My husband invited me to an important business dinner with a potential Japanese partner. I smiled, nodded, and played the role of the decorative wife perfectly. What he didn’t know was that I understood every single word of Japanese.
And when I heard what he told that client about me, everything changed forever. But let me start from the beginning. My name is Sarah, and for twelve years, I thought I had a good marriage.
Not perfect, but good enough. My husband, David, worked as a senior manager at a tech company in the Bay Area. I worked as a marketing coordinator at a smaller firm.
Nothing glamorous, but I enjoyed it. We lived in a nice townhouse in Mountain View, went on vacation once a year, and from the outside, we probably looked like we had it all figured out. But somewhere along the way, things shifted.
I couldn’t pinpoint exactly when it started. Maybe it was when David got his last promotion three years ago. Maybe it was gradual, so slow I didn’t notice until I was already living in a different marriage than the one I thought I had.
David became busier, more important. At least that’s what he told me. He worked late, traveled for conferences, and when he came home, he was either on his phone or too tired to talk.
Our conversations became transactional. “Did you pick up my dry cleaning?”
“Don’t forget, we have dinner with the Johnsons Saturday.”
“Can you handle the lawn service? I don’t have time.”
I told myself this was normal.
This was what happened after a decade of marriage. The passion fades, the routine sets in, and you just make it work. I pushed down the lonely feeling that crept in during quiet evenings when he was locked in his home office and I sat alone on the couch, watching television I wasn’t really interested in.

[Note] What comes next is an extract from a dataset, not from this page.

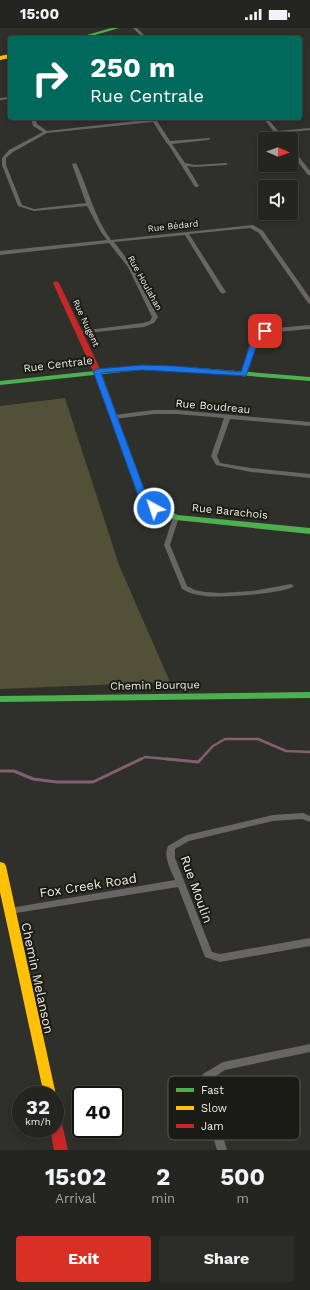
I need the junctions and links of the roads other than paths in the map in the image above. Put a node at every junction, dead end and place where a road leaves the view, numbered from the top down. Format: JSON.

About eighteen months ago, I stumbled onto something that changed my trajectory. I was scrolling through my phone one sleepless night when an ad popped up for a free trial of a language learning app: Japanese. I’d taken a semester of it in college, back when I was a different person with different dreams.
I’d loved it—the complexity, the elegance, the way it opened up an entirely different way of thinking about the world. But then I met David, got married, started working, and that dream got filed away in the drawer labeled “impractical interests from your youth.”
That night, lying in bed while David snored beside me, I downloaded the app just out of curiosity. Just to see if I remembered anything.